Myelodysplastic syndromes (MDS) are clonal hematopoietic stem cell-based disorders characterized by ineffective hematopoiesis, increased genomic instability and a tendency to progress toward acute myeloid leukemia (AML). MDS and AML cells present genetic and epigenetic abnormalities and, due to the heterogeneity of these molecular alterations, the current treatment options remain unsatisfactory. Hypomethylating agents (HMA), especially azacitidine, are the mainstay of treatment for high-risk MDS patients and HMA are used in treating elderly AML. The aim of this study was to investigate the potential role of the epigenetic reader bromodomain-containing protein-4 (BRD4) in MDS and AML patients.

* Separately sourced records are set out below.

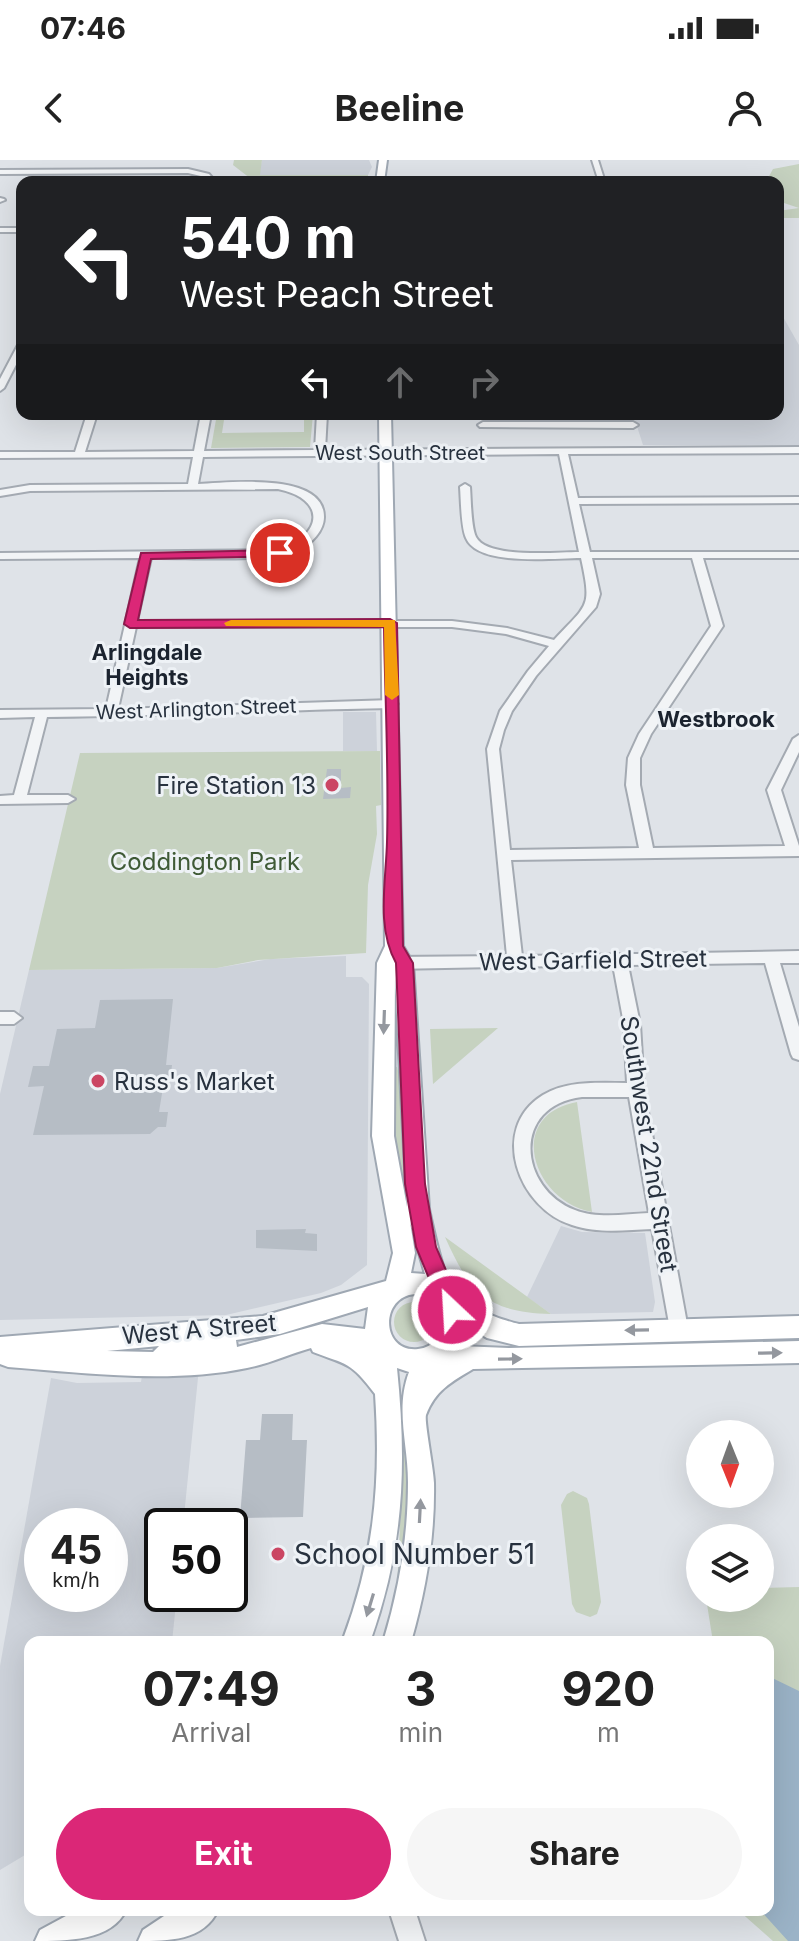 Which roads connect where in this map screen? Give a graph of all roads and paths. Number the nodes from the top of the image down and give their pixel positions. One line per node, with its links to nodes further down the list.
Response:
1 (125, 160): 7 (street)
2 (375, 160): 4 (main road)
3 (383, 160): 4 (main road)
4 (380, 170): 12 (main road)
5 (0, 172): 6 (street)
6 (91, 172): 7 (street); 9 (street)
7 (119, 172): 8 (street)
8 (154, 172): 10 (street); 11 (street)
9 (89, 176)
10 (152, 176)
11 (208, 176)
12 (380, 176)
13 (16, 359): 15 (street)
14 (0, 367): 15 (street)
15 (12, 367): 16 (street)
16 (0, 388)
17 (90, 420): 27 (street)
18 (205, 420): 28 (street)
19 (322, 420): 25 (street)
20 (385, 420): 26 (main road)
21 (483, 425): 23 (street)
22 (799, 450): 23 (street, West South Street)
23 (634, 451): 24 (street, West South Street)
24 (563, 452): 26 (street, West South Street); 34 (street)
25 (320, 453): 26 (street, West South Street); 28 (street, West South Street)
26 (386, 453): 40 (main road)
27 (79, 454): 28 (street, West South Street); 29 (street, West South Street)
28 (198, 454): 30 (street)
29 (0, 455)
30 (192, 487): 32 (street); 35 (street)
31 (465, 487): 39 (street)
32 (0, 493)
33 (799, 500): 34 (street)
34 (574, 501): 39 (street)
35 (146, 555): 37 (street); 41 (street)
36 (799, 555): 38 (street)
37 (0, 556)
38 (697, 556): 39 (street); 52 (street)
39 (586, 557): 42 (street)
40 (390, 623): 41 (street); 42 (street); 43 (main road)
41 (130, 624): 45 (street)
42 (559, 645): 53 (street)
43 (392, 704): 45 (street, West Arlington Street); 54 (main road)
44 (42, 713): 45 (street, West Arlington Street); 46 (street, West Arlington Street); 50 (street)
45 (111, 713)
46 (0, 714)
47 (799, 739): 51 (street)
48 (68, 799): 50 (street)
49 (0, 800): 50 (street)
50 (19, 800)
51 (796, 851): 52 (street)
52 (647, 853): 53 (street)
53 (504, 855): 58 (street)
54 (395, 957): 58 (street, West Garfield Street); 61 (main road, one-way to 61); 65 (main road)
55 (799, 957): 56 (street, West Garfield Street)
56 (771, 958): 57 (street, West Garfield Street); 59 (street)
57 (620, 960): 58 (street, West Garfield Street); 60 (street, Southwest 22nd Street)
58 (515, 961)
59 (799, 1054)
60 (636, 1090): 62 (street, Southwest 22nd Street); 62 (street)
61 (395, 1218): 63 (main road); 64 (main road)
62 (660, 1221): 68 (street, Southwest 22nd Street)
63 (395, 1290): 64 (main road, West A Street); 65 (main road); 69 (main road)
64 (361, 1297): 66 (main road, West A Street)
65 (447, 1300): 68 (main road, one-way to 65); 73 (main road)
66 (302, 1319): 71 (main road, West A Street); 75 (main road)
67 (799, 1327): 68 (main road)
68 (679, 1329)
69 (382, 1344): 70 (main road, West A Street); 73 (main road); 76 (main road)
70 (289, 1346): 75 (main road, West A Street); 76 (main road)
71 (0, 1352): 75 (main road, West A Street)
72 (799, 1352): 74 (main road, one-way to 72)
73 (430, 1357): 74 (main road); 77 (main road)
74 (470, 1359): 77 (main road)
75 (158, 1364)
76 (387, 1390): 78 (main road, one-way to 78)
77 (420, 1460): 79 (main road, one-way to 77)
78 (358, 1636)
79 (399, 1636)
80 (99, 1916): 83 (main road)
81 (193, 1916): 84 (main road)
82 (404, 1916): 85 (street)
83 (51, 1941)
84 (154, 1941)
85 (412, 1941)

We identified the upregulation of the short variant BRD4 in MDS and AML patients, which was associated with a worse outcome of MDS. Furthermore, the inhibition of BRD4 in vitro with JQ1 or shRNA induced leukemia cell apoptosis, especially when combined to azacitidine, and triggered the activation of the DNA damage response pathway. JQ1 and AZD6738 (a specific ATR inhibitor) also synergized to induce apoptosis in leukemia cells. Our results indicate that the BRD4-dependent transcriptional program is a defective pathway in MDS and AML pathogenesis and its inhibition induces apoptosis of leukemia cells, which is enhanced in combination with HMA or an ATR inhibitor.